36-402, Spring 2012: Self-Assessment and Lessons Learned (Advanced Data Analysis from an Elementary Point of View)
Attention conservation notice:
Complacent navel-gazing about teaching statistics to undergraduates at a very
un-representative university. Written back in May, not posted due to
laziness.
Overall, I think this went tolerably but not perfectly. The content was
improved and is near (but not at) a local optimum. I've also got a better
sense than last year of how much they're learning, and I think the homework is
helping them learn. But the course could definitely do more to move them
towards doing data analysis, as opposed to answering homework questions.
It was a substantially bigger class than last time (88 students vs. 63), and
this led to some real issues. The lecture room was fine, but office hours were
over-crowded, the stream of e-mail from student seemed unending, and, worst of
all, there simply wasn't enough TA time available for grading. (88 weekly
assignments of serious data analysis is a lot to grade.) Everything did get
graded eventually, but not as fast as it should have been. From the number of
students registered for the fall course in regression which is ADA's
pre-requisite, I can expect about as many again in 2013, or a few less. This
is about twice as many students as I'd like to see in it.

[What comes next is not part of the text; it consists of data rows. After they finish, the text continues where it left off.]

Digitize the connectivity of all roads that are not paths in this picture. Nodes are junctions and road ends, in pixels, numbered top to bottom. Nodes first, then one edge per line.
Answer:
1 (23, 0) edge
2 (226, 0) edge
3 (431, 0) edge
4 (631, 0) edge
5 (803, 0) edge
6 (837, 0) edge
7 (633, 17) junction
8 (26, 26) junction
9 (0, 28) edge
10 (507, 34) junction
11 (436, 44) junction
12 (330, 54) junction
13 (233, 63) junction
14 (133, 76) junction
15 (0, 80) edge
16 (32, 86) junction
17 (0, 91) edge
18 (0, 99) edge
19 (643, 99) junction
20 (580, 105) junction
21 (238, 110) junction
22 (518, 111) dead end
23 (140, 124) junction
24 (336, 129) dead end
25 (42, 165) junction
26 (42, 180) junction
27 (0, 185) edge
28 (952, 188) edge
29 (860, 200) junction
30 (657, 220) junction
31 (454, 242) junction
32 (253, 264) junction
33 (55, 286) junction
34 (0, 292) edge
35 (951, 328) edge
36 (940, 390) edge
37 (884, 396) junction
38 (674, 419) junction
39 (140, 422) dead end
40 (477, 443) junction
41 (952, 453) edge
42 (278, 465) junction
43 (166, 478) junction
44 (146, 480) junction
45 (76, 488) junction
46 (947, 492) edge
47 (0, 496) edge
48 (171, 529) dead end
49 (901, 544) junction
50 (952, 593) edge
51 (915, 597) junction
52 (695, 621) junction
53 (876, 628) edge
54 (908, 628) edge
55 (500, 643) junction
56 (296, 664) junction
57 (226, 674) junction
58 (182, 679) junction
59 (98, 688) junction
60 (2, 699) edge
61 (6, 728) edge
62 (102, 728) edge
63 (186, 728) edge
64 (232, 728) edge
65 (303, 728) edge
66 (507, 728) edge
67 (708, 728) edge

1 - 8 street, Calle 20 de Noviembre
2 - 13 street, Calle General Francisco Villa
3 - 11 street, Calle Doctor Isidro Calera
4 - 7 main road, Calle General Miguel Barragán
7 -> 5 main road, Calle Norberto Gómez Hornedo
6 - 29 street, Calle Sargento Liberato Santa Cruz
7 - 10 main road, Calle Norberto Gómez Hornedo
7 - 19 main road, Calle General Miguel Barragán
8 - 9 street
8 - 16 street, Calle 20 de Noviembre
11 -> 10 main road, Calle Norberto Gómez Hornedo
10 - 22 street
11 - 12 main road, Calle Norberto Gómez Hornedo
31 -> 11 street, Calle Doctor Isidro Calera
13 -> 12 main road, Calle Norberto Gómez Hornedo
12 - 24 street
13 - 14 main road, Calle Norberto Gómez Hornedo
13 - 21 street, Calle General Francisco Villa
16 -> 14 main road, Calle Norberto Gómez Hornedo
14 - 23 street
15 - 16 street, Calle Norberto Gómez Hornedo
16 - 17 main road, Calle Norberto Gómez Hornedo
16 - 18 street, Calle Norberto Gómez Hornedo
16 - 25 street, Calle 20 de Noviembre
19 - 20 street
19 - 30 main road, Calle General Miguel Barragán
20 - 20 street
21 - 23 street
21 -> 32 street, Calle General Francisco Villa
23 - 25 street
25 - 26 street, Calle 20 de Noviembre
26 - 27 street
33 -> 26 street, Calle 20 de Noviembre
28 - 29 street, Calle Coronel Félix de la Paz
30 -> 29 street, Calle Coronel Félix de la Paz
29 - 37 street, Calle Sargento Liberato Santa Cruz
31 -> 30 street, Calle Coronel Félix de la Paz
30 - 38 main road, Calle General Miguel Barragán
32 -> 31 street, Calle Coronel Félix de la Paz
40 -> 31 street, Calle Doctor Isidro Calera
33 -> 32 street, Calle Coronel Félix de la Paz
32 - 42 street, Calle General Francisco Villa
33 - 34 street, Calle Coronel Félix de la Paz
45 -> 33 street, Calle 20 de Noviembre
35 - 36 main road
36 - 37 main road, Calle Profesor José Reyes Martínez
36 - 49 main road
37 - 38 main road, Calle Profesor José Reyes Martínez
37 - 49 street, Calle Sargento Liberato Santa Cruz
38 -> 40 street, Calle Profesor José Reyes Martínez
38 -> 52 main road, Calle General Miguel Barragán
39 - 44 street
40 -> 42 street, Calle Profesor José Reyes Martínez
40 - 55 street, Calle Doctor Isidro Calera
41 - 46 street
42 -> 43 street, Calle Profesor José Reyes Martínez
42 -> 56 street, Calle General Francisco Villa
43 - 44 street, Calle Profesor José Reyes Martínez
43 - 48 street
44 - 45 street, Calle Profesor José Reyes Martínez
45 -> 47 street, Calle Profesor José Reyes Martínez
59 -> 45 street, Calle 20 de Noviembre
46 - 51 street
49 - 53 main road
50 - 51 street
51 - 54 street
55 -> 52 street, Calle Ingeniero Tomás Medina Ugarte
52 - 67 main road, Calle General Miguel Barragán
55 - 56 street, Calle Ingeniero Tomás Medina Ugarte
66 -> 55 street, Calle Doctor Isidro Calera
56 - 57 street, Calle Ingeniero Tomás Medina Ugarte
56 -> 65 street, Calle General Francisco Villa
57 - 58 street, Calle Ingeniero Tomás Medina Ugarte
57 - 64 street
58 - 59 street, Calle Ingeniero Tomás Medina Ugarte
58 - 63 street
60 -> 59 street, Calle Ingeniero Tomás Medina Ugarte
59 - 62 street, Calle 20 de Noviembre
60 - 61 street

Speaking of grading, I had to completely re-do the assignments, since
solutions from last year were circulating1 --- and I did not put the
new solutions on-line. This was a big chunk of work I was not anticipating,
but at least now I have two sets of problems for the future.
In terms of actual content, I cut nothing major, but, by eliminating exam
review sessions, etc., squeezed in some extra stuff:
a reminder lecture on multivariate distributions,
smooth tests and relative
densities, time series, and more
on estimating causal effects. I am relatively happy with the over-all
content, though less so with the organization. In particular I wonder about
devoting the very first part of the course to regression with one input
variable, as a really elementary way to introduce fundamental concepts
(smoothing, kernels, splines, generalization, cross-validation, bootstrap,
specification checking), and only then go to regression with multiple inputs.
I worry, however, that this would be coddling them.
The "quality control samples" were eye-opening. Some students found them
nerve-wracking, which was counterproductive; but lots of them also gave every
sign of being candid. What I found most surprising was how many of them (a
third? more?) were taking ADA because they had been funneled into it by
major other than statistics, often one of CMU's several larval-quant
programs. (I'm not sure how those took my
plugging Red Plenty in class while
explaining Lagrange multipliers.) Their self-de-motivating question was not
"Is this going to be on the exam?", but rather, "Is this going to come up in
interviews?". If I were a better teacher I'd work more at reaching these
students.
Week-to-week, the quality control samples were very helpful for figuring out
what students actually grasped, and, even more, how their thinking went astray
(when it did). In particular, there turned out to be much more variation than
I'd anticipated in readiness to apply material they had already learned in a
new context — the "but that's from chapter 7 and this is chapter 12"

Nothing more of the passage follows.